Deneault acknowledged these fears, but he said he still believes caps to be the best method forward, voicing his frustration that elected county officials haven’t yet taken this step.
“Some of those units would sit empty, but we don’t need all of them to switch,” Deneault said. “… There’s a lot of units, and even if there’s just a small percentage of them flipped to long-term, that’s a huge dent in the problem. Ultimately, some of the other units would likely just sell. It would take the edge off the housing market and take the edge off the housing issue. Granted, some would sit empty but others would flip.”
Josh Bartels, who also lives in Wildernest, said he supports the idea of opportunity zones and pointed out that most vacationers would rather stay at the base of ski resorts rather than in a local neighborhood in Silverthorne or Dillon.
Bartels said he’s currently living in a unit that was previously used for short-term rentals, and he and the owner negotiated a deal that worked for both parties prior to moving in. In his opinion, Bartels said this new strategy could give owners of short-term rentals a reason to pause and evaluate if they could make the numbers work.
“I think it’s a good opportunity for owners in the opportunity zones to look at what their profit margin is on a short-term rental versus what it could be on a long-term rental,” Bartels said. “If you look at my situation, the owner of the condo we live in was making money as a short-term rental and his decision to convert it to a long-term rental for us had to be at least partially based on the fact that he can continue to make the money he was as a short-term rental, if not more money.”
Bartels isn’t the only local in support of this strategy. Summit Cove resident Richard Weight owns a home near some short-term rentals, and though he notes that these units don’t deserve a bad reputation, he said he does think they should be located in areas more suited to their interests.
“Short-term rentals in and of themselves are not necessarily an inherently bad thing but it does strike me as though there are places where short-term rentals are more appropriate. … There should be opportunity, and there needs to be opportunity created, for full-time workers who live in the county and need places to live throughout the year,” he said.
Weight said he’d like to see local employees live in these zones, mostly because they not only serve visitors but also locals too and that people who work in the county should also be able to live here too.
Deneault, Bartels and Weight noted that they encounter frequent nuisance issues with nearby short-term rentals, most of which have to do with trash, parking and noise.

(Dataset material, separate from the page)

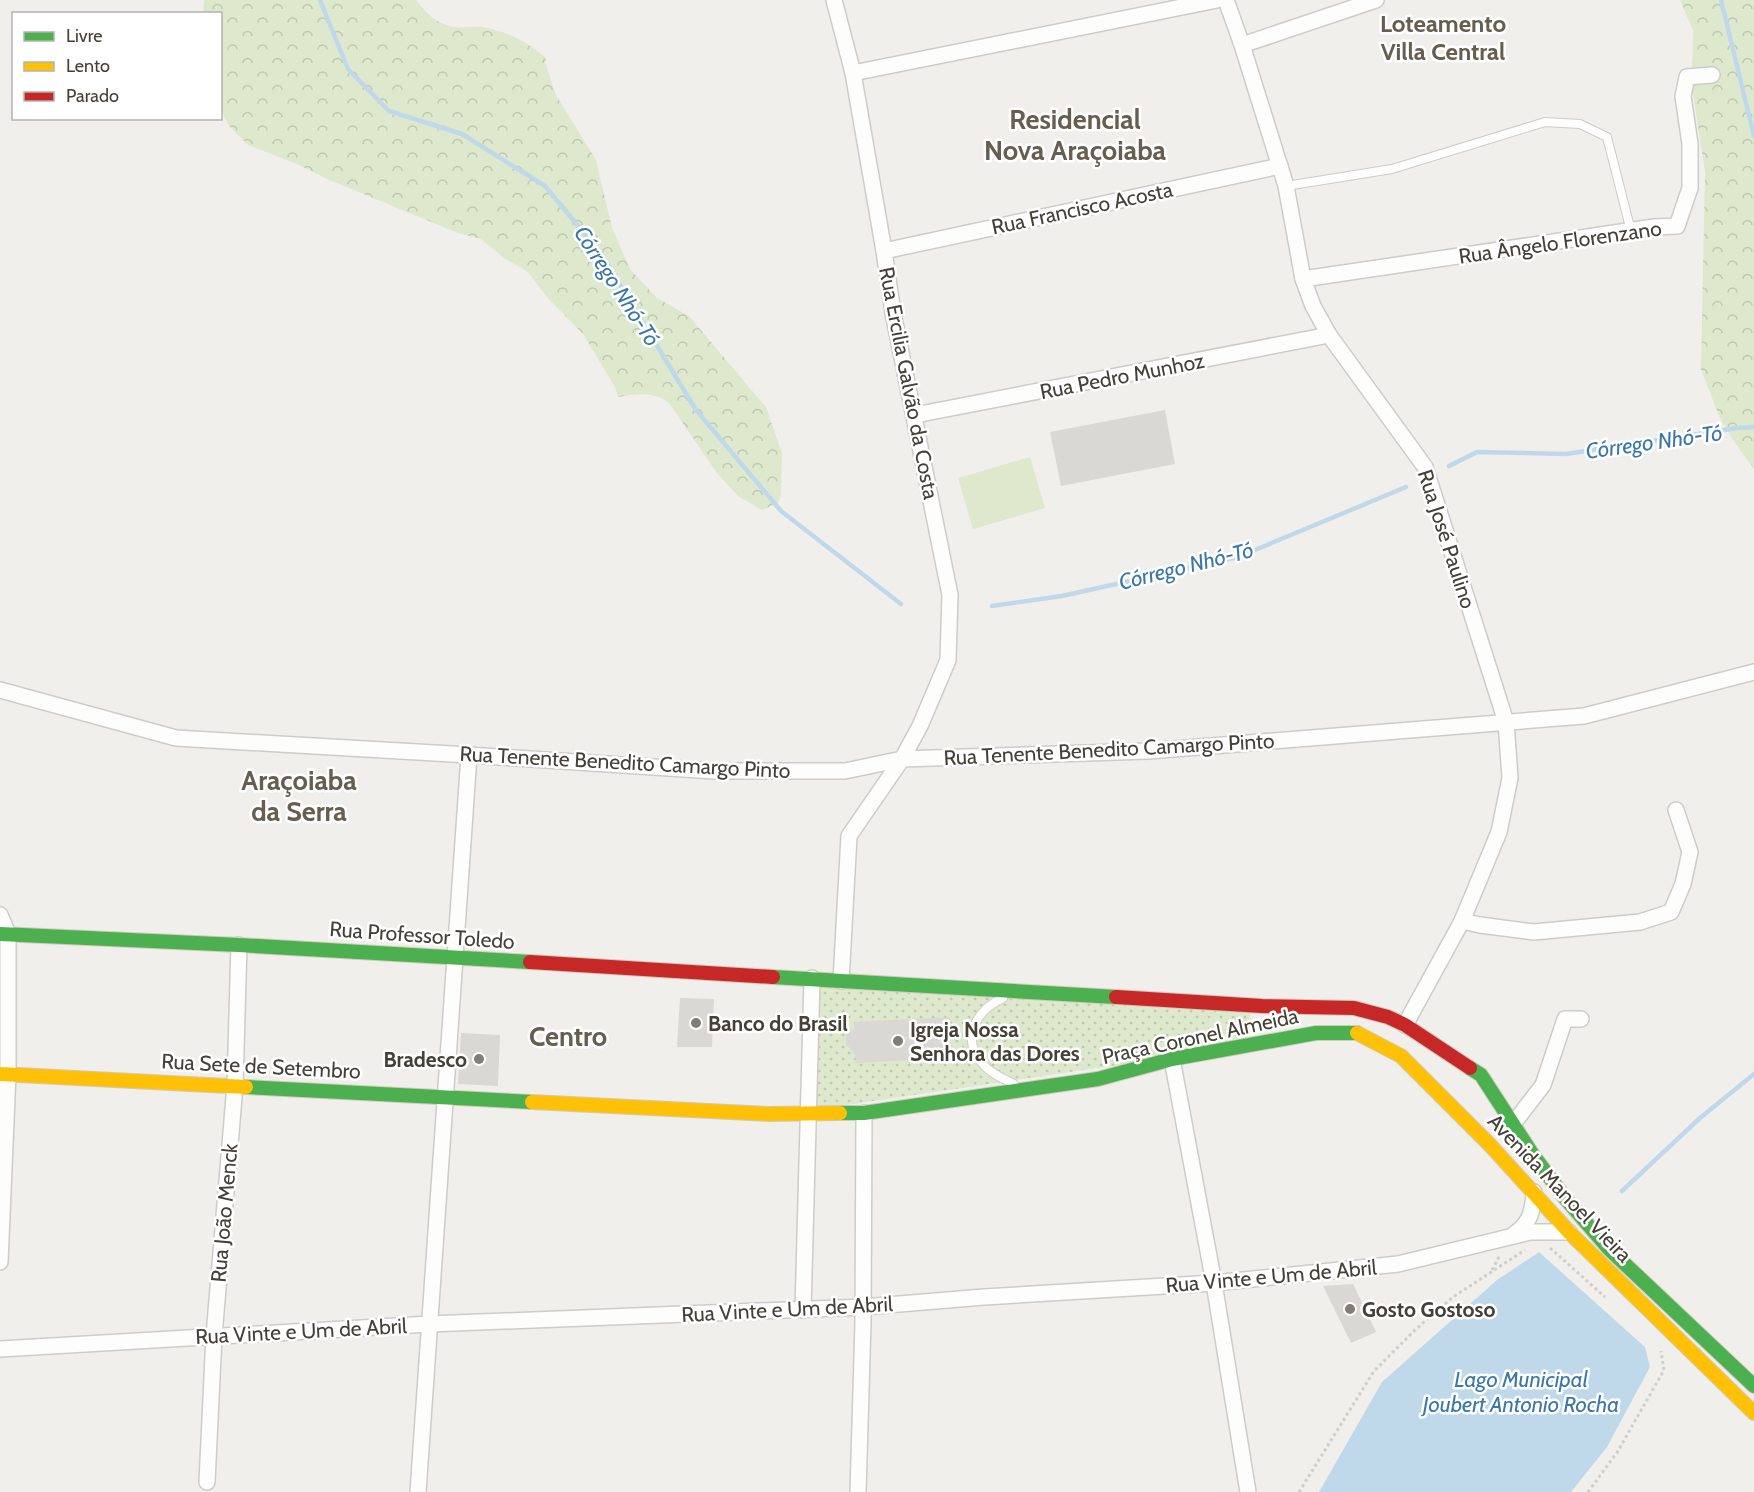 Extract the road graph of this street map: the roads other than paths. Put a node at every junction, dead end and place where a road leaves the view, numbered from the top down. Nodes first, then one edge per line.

Bartels and Deneault said they’ve never called to complain for various reasons. For example, Deneault said it’s often difficult to figure out which individuals are staying where, thus making it hard to complain about a certain unit.
Moving forward, the county will continue to flush out this strategy to see if it’s a viable option for the community. Summit County Commissioner Tamara Pogue said there’s already a similar program in place called the Housing Works Initiative, and that the goal is to apply this program on a broader scale throughout the community.